[Data section — start]

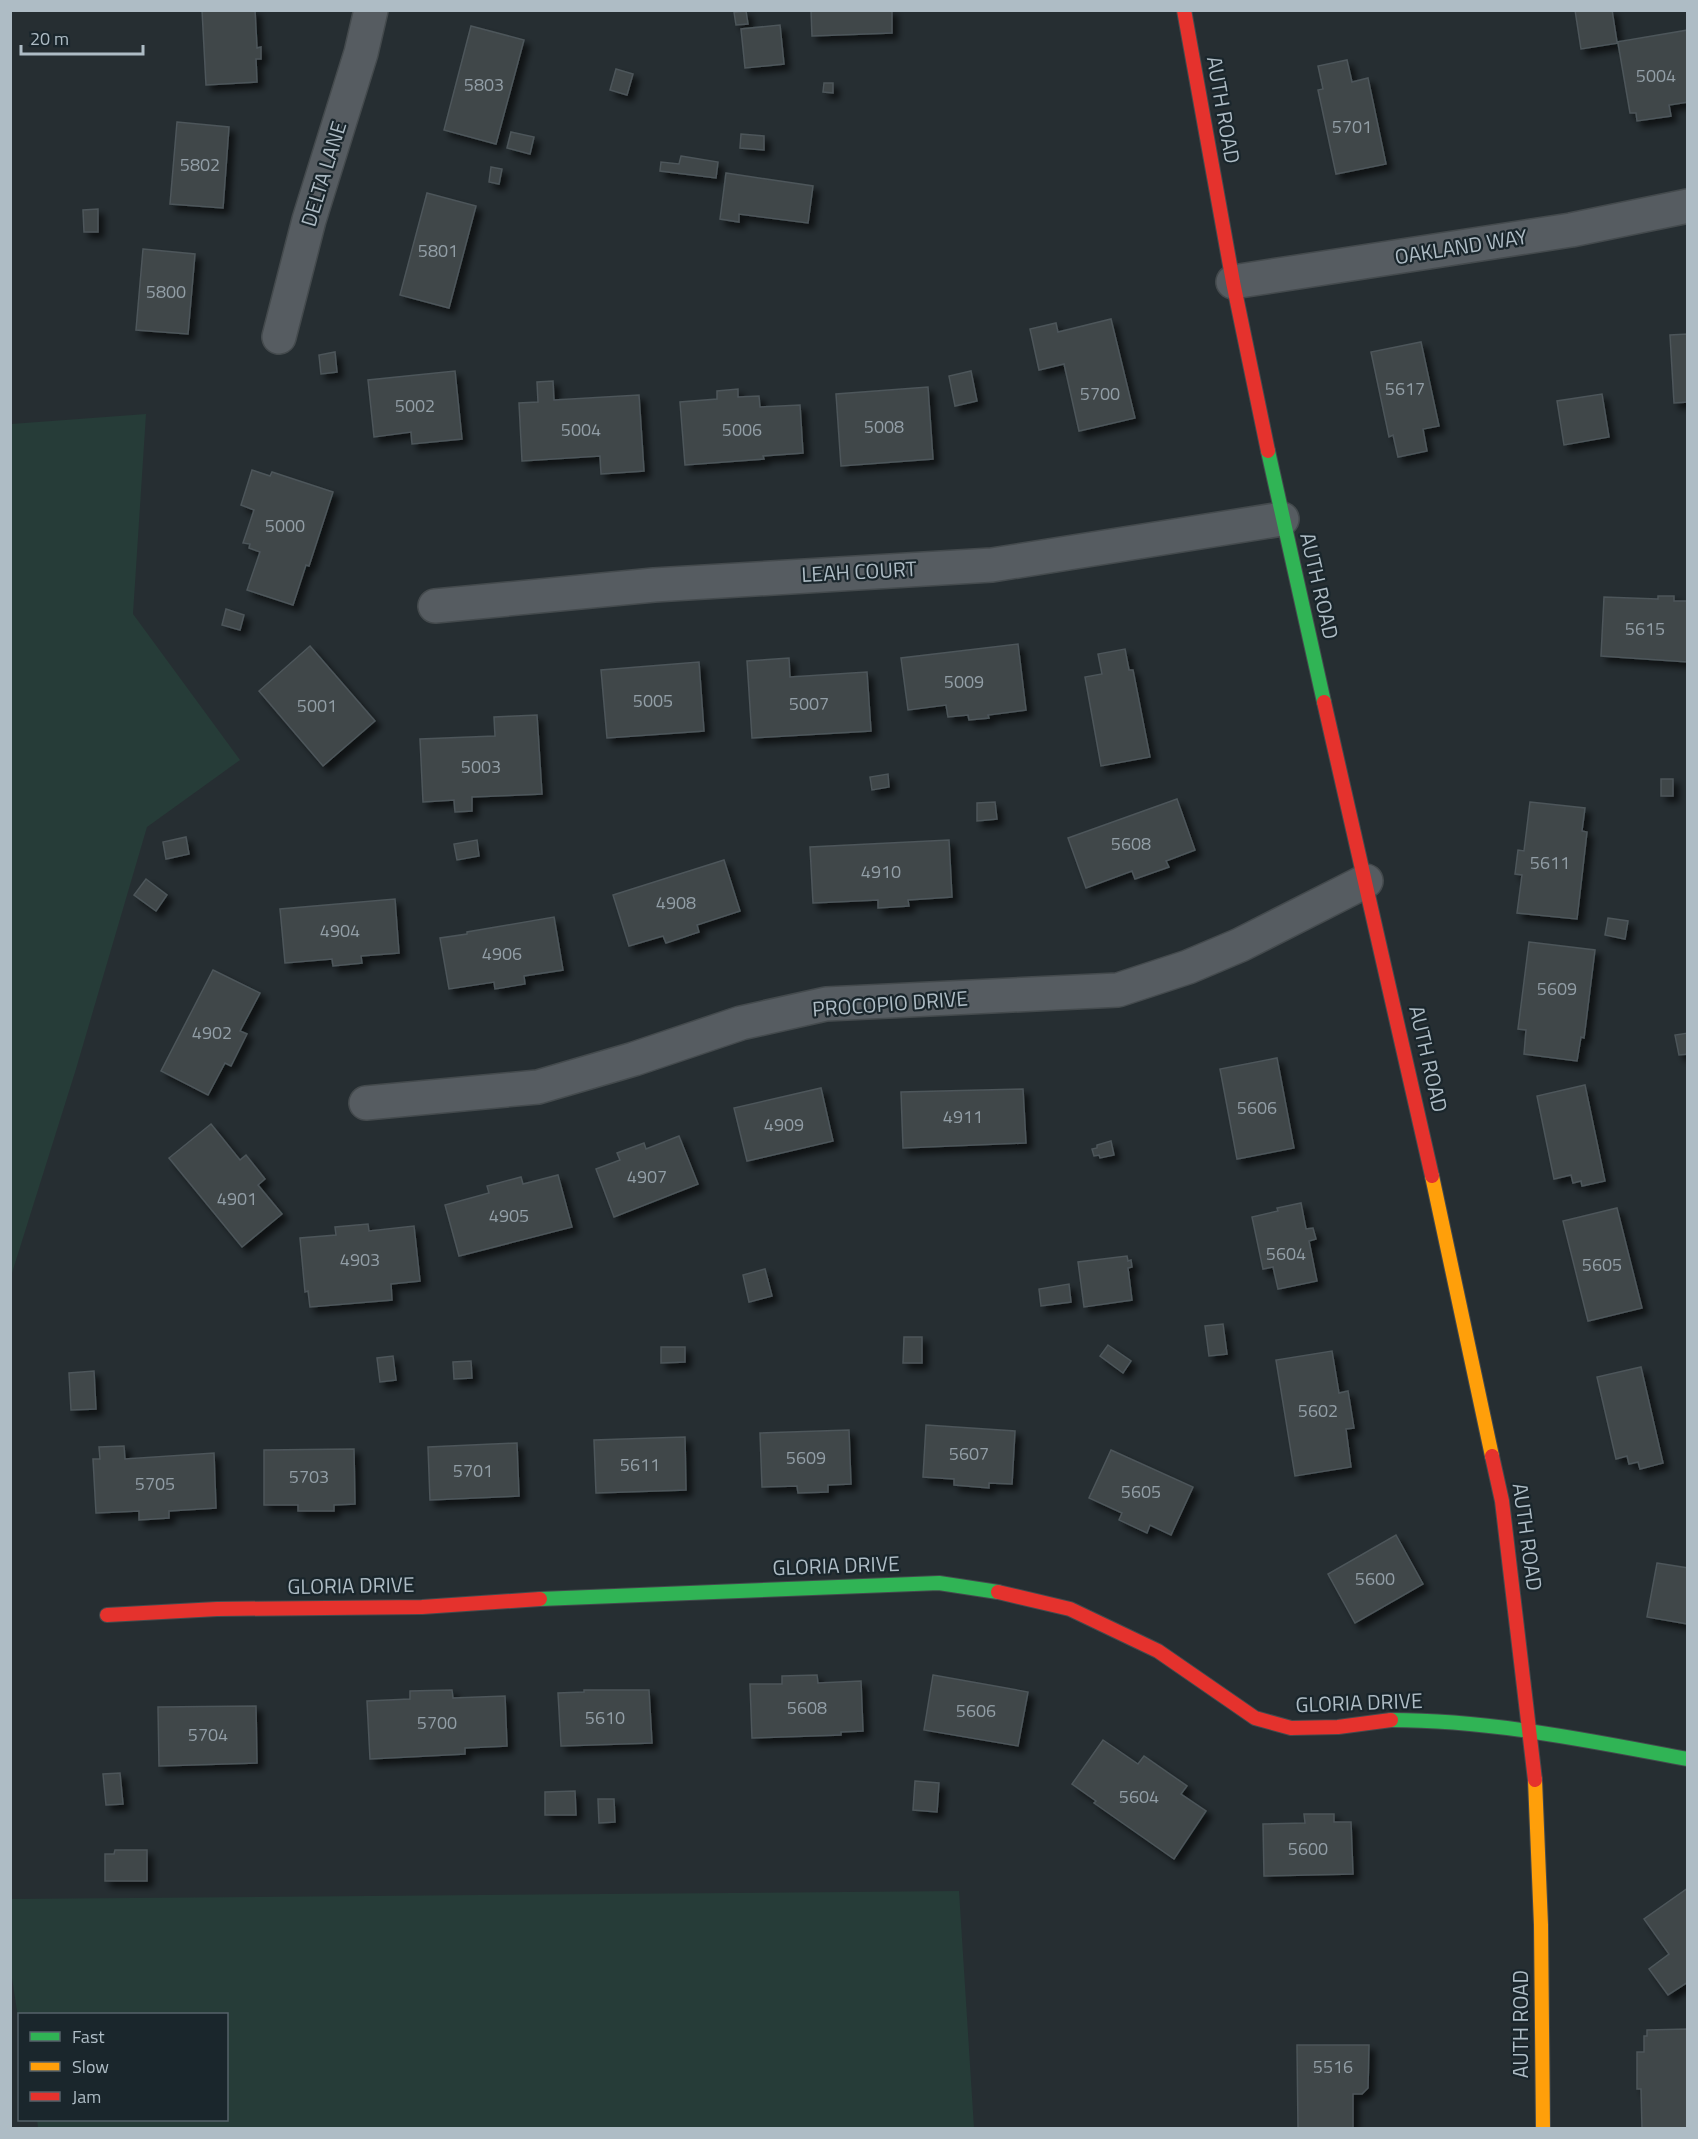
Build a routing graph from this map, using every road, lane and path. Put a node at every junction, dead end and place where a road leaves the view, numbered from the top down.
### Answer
1 (371, 10) edge
2 (1184, 10) edge
3 (1688, 206) edge
4 (1233, 282) junction
5 (279, 337) dead end
6 (1282, 519) junction
7 (435, 606) dead end
8 (1366, 881) junction
9 (366, 1103) dead end
10 (107, 1615) dead end
11 (1531, 1731) junction
12 (1688, 1759) edge
13 (1543, 2128) edge

1 - 5 street, DELTA LANE
2 - 4 main road, AUTH ROAD
3 - 4 street, OAKLAND WAY
4 - 6 main road, AUTH ROAD
6 - 7 street, LEAH COURT
6 - 8 main road, AUTH ROAD
8 - 9 street, PROCOPIO DRIVE
8 - 11 main road, AUTH ROAD
10 - 11 main road, GLORIA DRIVE
11 - 12 main road, GLORIA DRIVE
11 - 13 main road, AUTH ROAD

[Data section — finish]

Please give an exact printout of all the records, pictures aside.

- Written solution
Build a routing graph from this map, using every road, lane and path. Put a node at every junction, dead end and place where a road leaves the view, numbered from the top down.
### Answer
1 (371, 10) edge
2 (1184, 10) edge
3 (1688, 206) edge
4 (1233, 282) junction
5 (279, 337) dead end
6 (1282, 519) junction
7 (435, 606) dead end
8 (1366, 881) junction
9 (366, 1103) dead end
10 (107, 1615) dead end
11 (1531, 1731) junction
12 (1688, 1759) edge
13 (1543, 2128) edge

1 - 5 street, DELTA LANE
2 - 4 main road, AUTH ROAD
3 - 4 street, OAKLAND WAY
4 - 6 main road, AUTH ROAD
6 - 7 street, LEAH COURT
6 - 8 main road, AUTH ROAD
8 - 9 street, PROCOPIO DRIVE
8 - 11 main road, AUTH ROAD
10 - 11 main road, GLORIA DRIVE
11 - 12 main road, GLORIA DRIVE
11 - 13 main road, AUTH ROAD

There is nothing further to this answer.